**Work instructions**
Which lines below contain "street"? Pull them out.

***** Extracted information

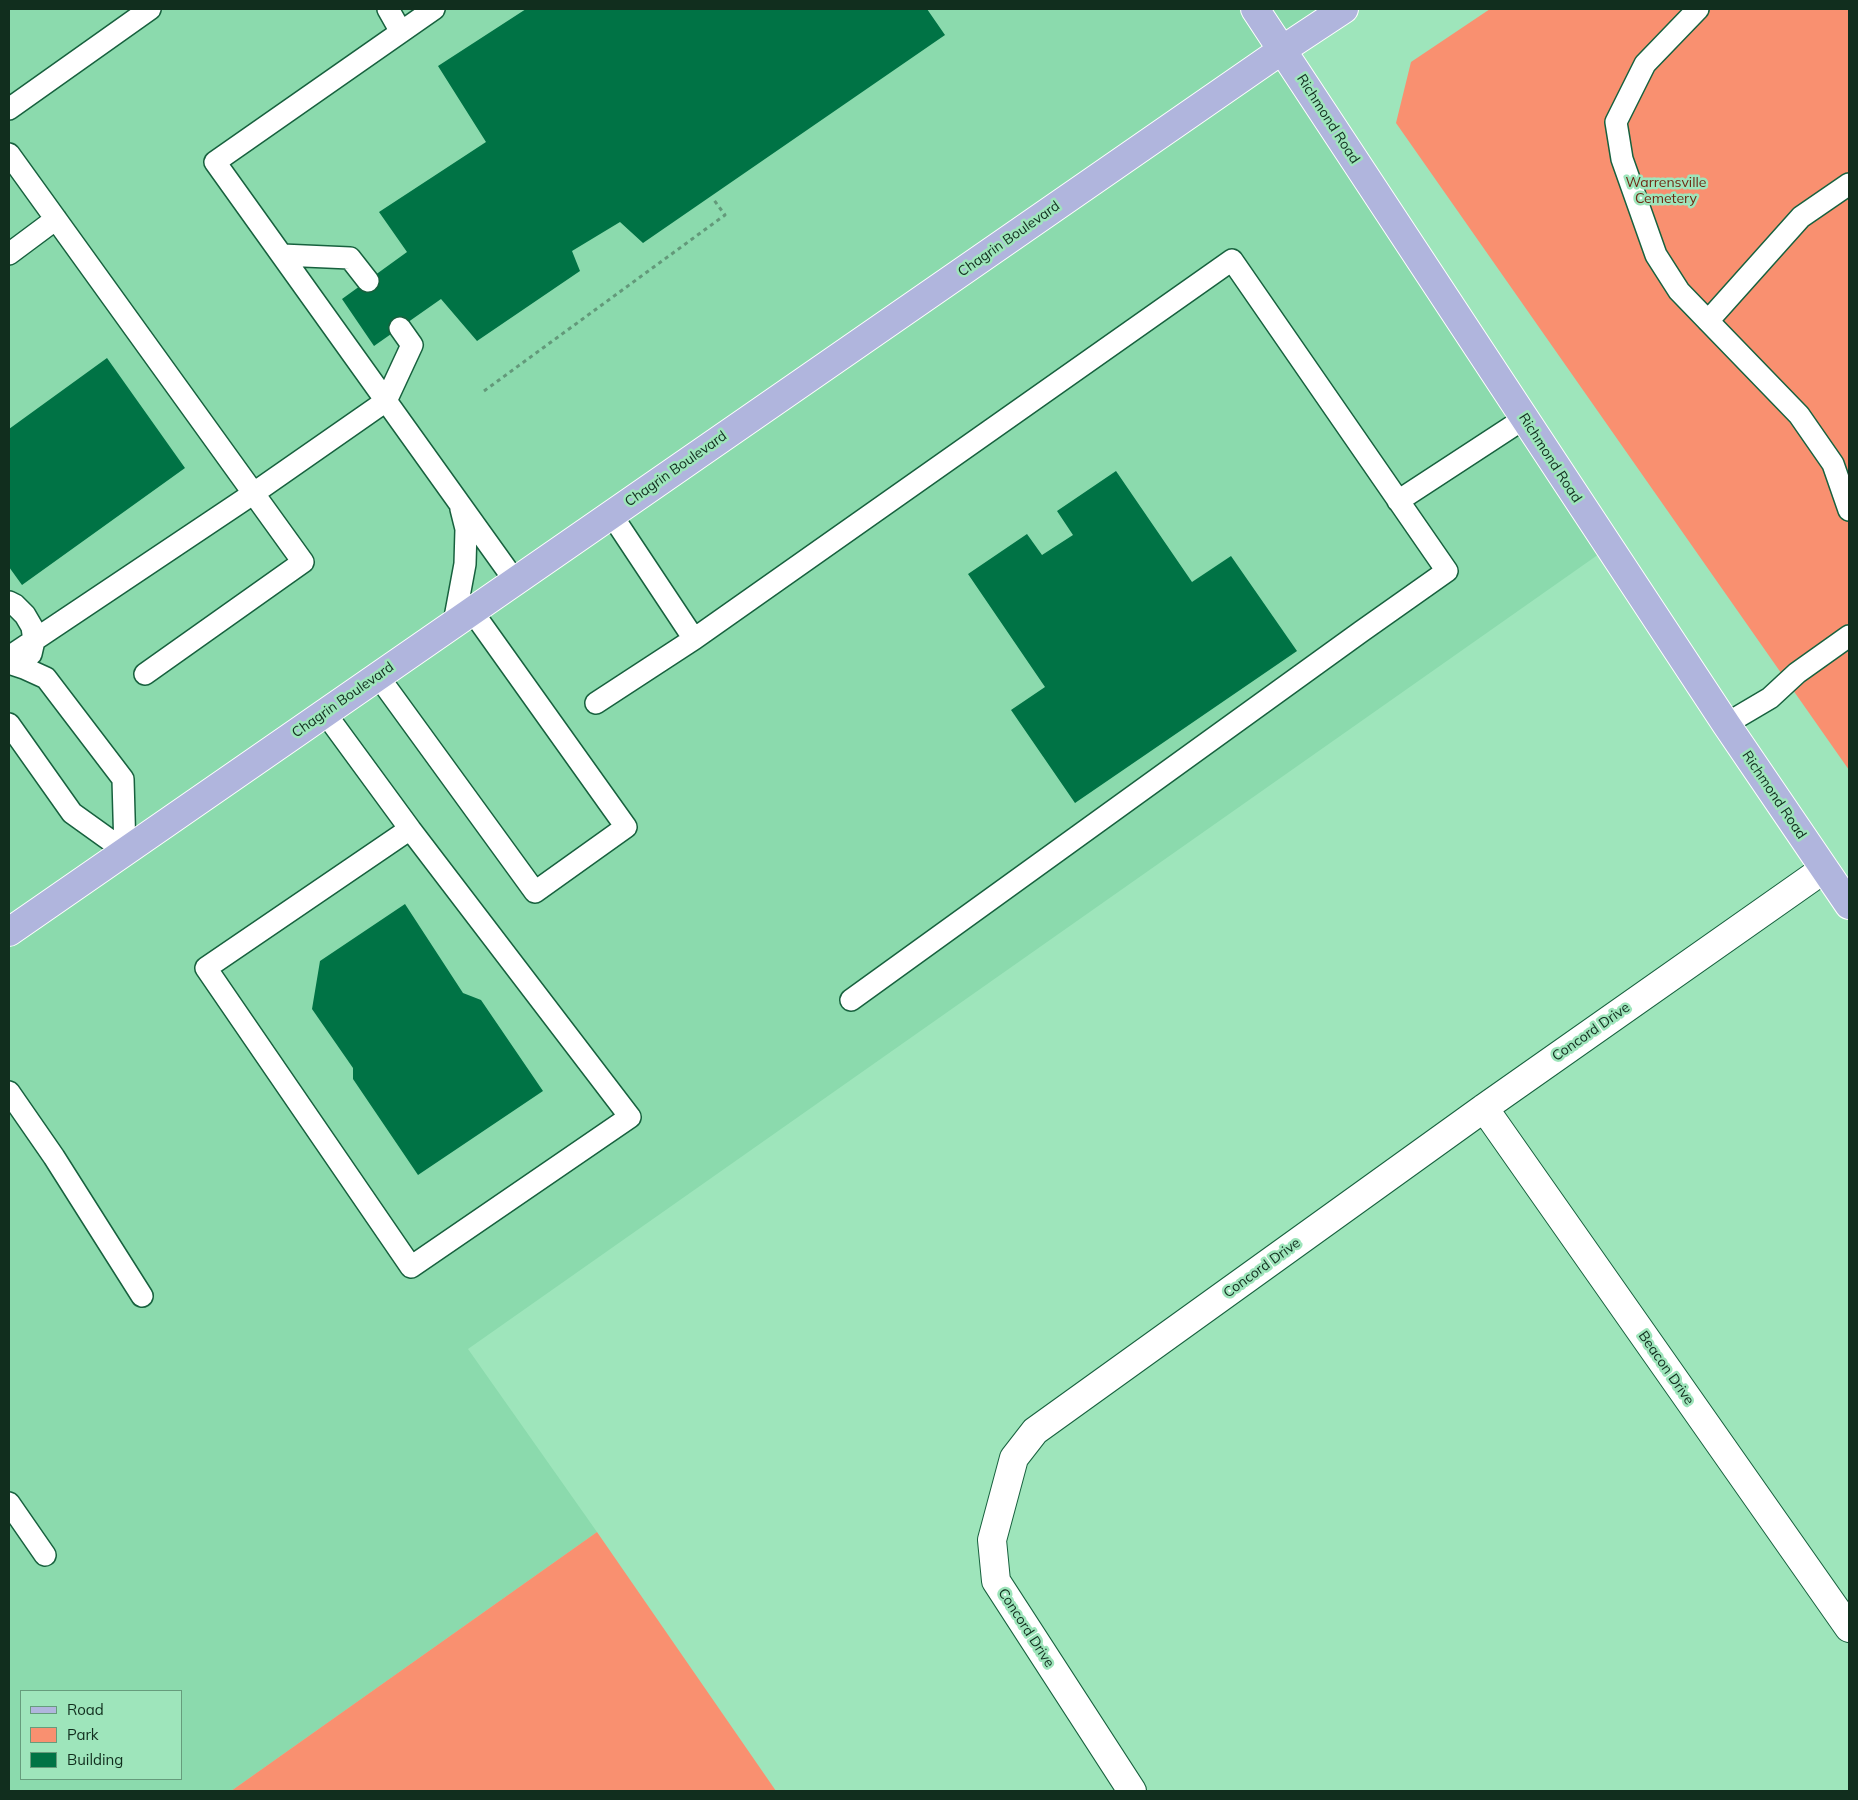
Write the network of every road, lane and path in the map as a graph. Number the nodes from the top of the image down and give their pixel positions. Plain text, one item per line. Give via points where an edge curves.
1 (150, 9) edge
2 (388, 9) edge
3 (434, 9) edge
4 (1254, 9) edge
5 (1344, 9) edge
6 (1698, 9) edge
7 (401, 32) junction
8 (1282, 50) junction
9 (9, 109) edge
10 (9, 154) edge
11 (1849, 184) edge
12 (714, 200) dead end
13 (56, 219) junction
14 (9, 254) edge
15 (282, 255) junction
16 (368, 281) dead end
17 (1708, 321) junction
18 (400, 328) dead end
19 (484, 390) dead end
20 (386, 401) junction
21 (1525, 418) junction
22 (254, 493) junction
23 (453, 493) junction
24 (1398, 501) junction
25 (1849, 510) edge
26 (611, 514) junction
27 (515, 581) junction
28 (9, 602) edge
29 (463, 617) junction
30 (1849, 636) edge
31 (694, 639) junction
32 (34, 641) junction
33 (13, 667) edge
34 (145, 674) dead end
35 (378, 676) junction
36 (596, 703) dead end
37 (325, 713) junction
38 (9, 724) edge
39 (1726, 724) junction
40 (410, 829) junction
41 (126, 851) junction
42 (1824, 868) junction
43 (1849, 904) edge
44 (9, 932) edge
45 (851, 1000) dead end
46 (9, 1092) edge
47 (1484, 1108) junction
48 (142, 1296) dead end
49 (9, 1503) edge
50 (45, 1555) dead end
51 (1849, 1628) edge
52 (1132, 1791) edge

1 - 9 lane
2 - 7 lane
3 - 7 lane
4 - 8 main road, Richmond Road
5 - 8 main road, Chagrin Boulevard
6 - 17 lane via 1645,64 1616,122 1622,159 1656,255 1679,290
7 - 15 lane via 215,162
8 - 21 main road, Richmond Road
8 - 26 main road, Chagrin Boulevard
10 - 13 lane
11 - 17 lane via 1801,217
12 - 19 path via 725,215
13 - 14 lane
13 - 22 lane
15 - 16 lane via 350,258
15 - 20 lane
17 - 25 lane via 1799,415 1833,464
18 - 20 lane via 412,345
20 - 22 lane
20 - 23 lane
21 - 24 lane
21 - 39 main road, Richmond Road
22 - 32 lane
22 - 34 lane via 303,562
23 - 27 lane
23 - 29 lane via 463,513 466,529
24 - 31 lane via 1232,260
24 - 45 lane via 1447,571
26 - 27 main road, Chagrin Boulevard
26 - 31 lane
27 - 29 main road, Chagrin Boulevard
28 - 32 lane via 25,615 32,627
29 - 35 main road, Chagrin Boulevard
29 - 35 lane via 626,827 535,892
30 - 39 lane via 1770,698
31 - 36 lane
32 - 33 lane via 31,655
33 - 41 lane via 46,678 123,779
35 - 37 main road, Chagrin Boulevard
37 - 40 lane
37 - 41 main road, Chagrin Boulevard
38 - 41 lane via 72,813
39 - 42 main road, Richmond Road
40 - 40 lane via 630,1117 411,1267 206,968
41 - 44 main road, Chagrin Boulevard
42 - 43 main road, Richmond Road
42 - 47 street, Concord Drive
46 - 48 lane
47 - 51 street, Beacon Drive
47 - 52 street, Concord Drive via 1035,1431 1014,1458 992,1540 996,1581
49 - 50 lane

**********

**Output of the task**
42 - 47 street, Concord Drive
47 - 51 street, Beacon Drive
47 - 52 street, Concord Drive via 1035,1431 1014,1458 992,1540 996,1581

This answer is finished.